Here’s what one of the visitors said about the exhibition:
“The TQU workshop and exhibition in Tallinn was an eye-opening way of seeing new art (some of it from artists who had never exhibited in a gallery before or who used pseudonyms to avoid persecution in their home countries), imagining queer utopias, and understanding the diverse realities of queer and trans people around the world, especially in non-western settings. The first piece that caught my eye because of its pretty colors ended up being a memorial to the Armenian genocide, which was a bittersweet thing to find out, and I read some really lovely comics.”
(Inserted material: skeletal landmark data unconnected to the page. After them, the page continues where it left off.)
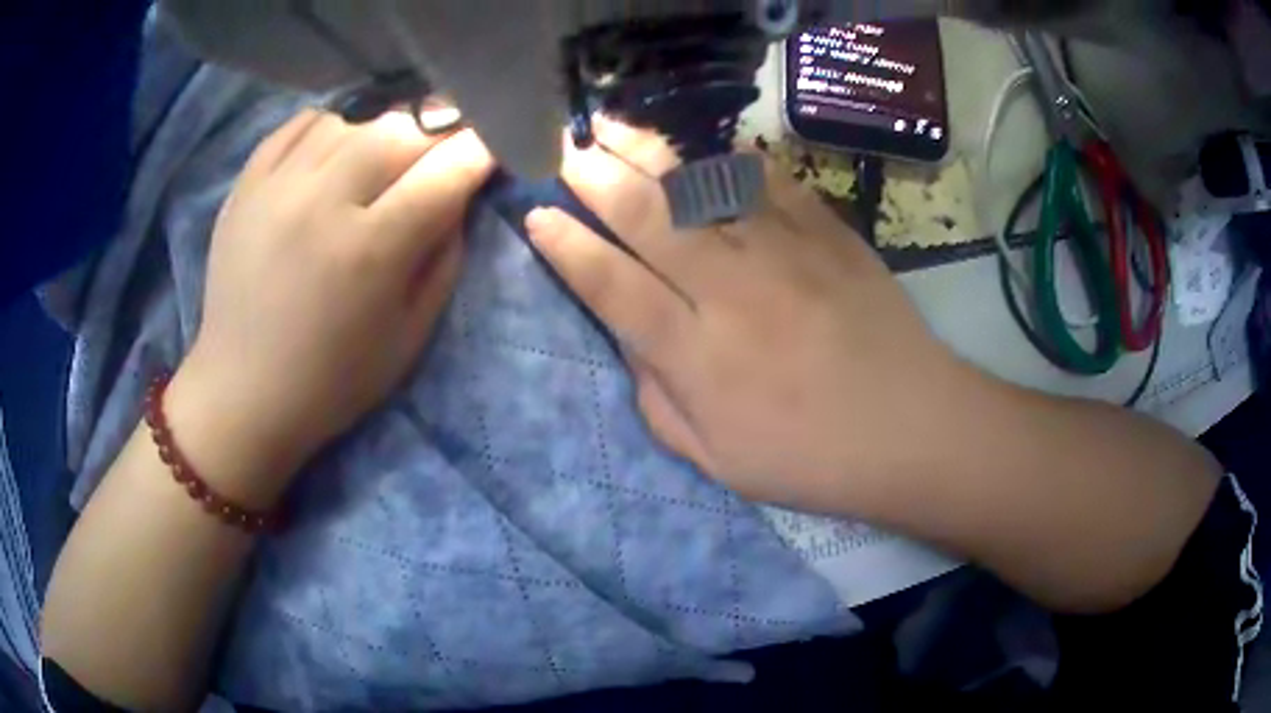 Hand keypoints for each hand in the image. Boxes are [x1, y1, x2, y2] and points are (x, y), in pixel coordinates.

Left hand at [170, 110, 493, 501]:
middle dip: (437, 134)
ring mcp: (278, 185)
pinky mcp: (247, 183)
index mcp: (370, 251)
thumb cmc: (332, 380)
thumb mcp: (410, 335)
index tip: (493, 149)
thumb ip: (445, 257)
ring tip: (386, 156)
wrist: (242, 392)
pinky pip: (303, 123)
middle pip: (402, 129)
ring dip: (384, 130)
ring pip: (354, 118)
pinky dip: (333, 125)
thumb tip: (459, 193)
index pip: (447, 170)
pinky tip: (338, 148)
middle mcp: (322, 203)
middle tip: (440, 154)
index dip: (482, 151)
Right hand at [526, 119, 973, 513]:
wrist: (911, 428)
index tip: (536, 215)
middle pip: (647, 218)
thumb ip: (660, 400)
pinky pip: (768, 181)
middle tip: (564, 149)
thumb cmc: (811, 458)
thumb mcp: (717, 459)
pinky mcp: (827, 233)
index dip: (566, 248)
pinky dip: (729, 160)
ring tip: (613, 126)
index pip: (611, 286)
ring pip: (700, 186)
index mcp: (698, 356)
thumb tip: (633, 342)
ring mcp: (783, 253)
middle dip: (595, 177)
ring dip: (649, 152)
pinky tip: (704, 148)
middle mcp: (731, 292) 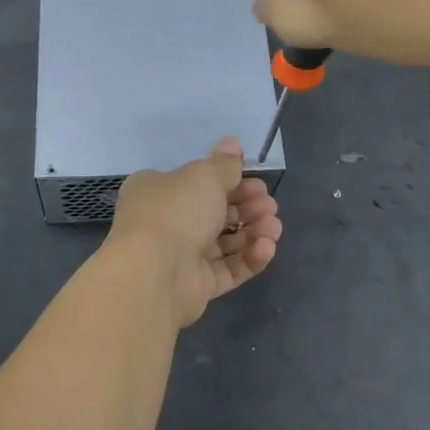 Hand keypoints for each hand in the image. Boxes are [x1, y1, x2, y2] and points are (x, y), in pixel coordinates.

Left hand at [107, 138, 282, 328]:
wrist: (154, 273)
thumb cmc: (175, 211)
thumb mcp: (203, 176)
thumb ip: (224, 164)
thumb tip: (232, 143)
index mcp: (157, 190)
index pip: (197, 183)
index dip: (229, 181)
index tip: (256, 180)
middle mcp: (166, 222)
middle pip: (214, 212)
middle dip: (247, 207)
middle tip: (269, 205)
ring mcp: (181, 256)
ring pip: (224, 242)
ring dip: (253, 232)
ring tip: (274, 227)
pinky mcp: (196, 286)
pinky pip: (227, 269)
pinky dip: (249, 258)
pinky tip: (266, 247)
The piece mentioned above is by Kamee Abrahamian. This is the image and the story behind the image. My great-great grandmother was working the cotton fields of Adana (Western Armenia) with her mother-in-law, when she went into labour. Her mother-in-law tore off a piece of fabric from the bottom of her own skirt to wrap the baby with, after she was born on a small patch of grass under a big, beautiful tree. The baby, my great-grandmother, survived the Armenian Genocide of 1915 and fled to Beirut. She grew up to be very studious. Her name was Makrouhi. When she was 12 years old, her father told her that she could not attend school anymore because they did not have enough money. When Makrouhi’s teacher heard of the news, she went to visit her family to convince them not to take her out of school because she was such a great student; and, because she loved school more than anything else. Determined, Makrouhi’s teacher made special arrangements with administration to have her do a work-study trade. My great-grandmother Makrouhi would wake up just before sunrise and walk to school before her fellow classmates arrived – to sweep the classrooms and wash the desks. After she graduated, she became a teacher. This photograph was taken in 1933, eighteen years after the genocide.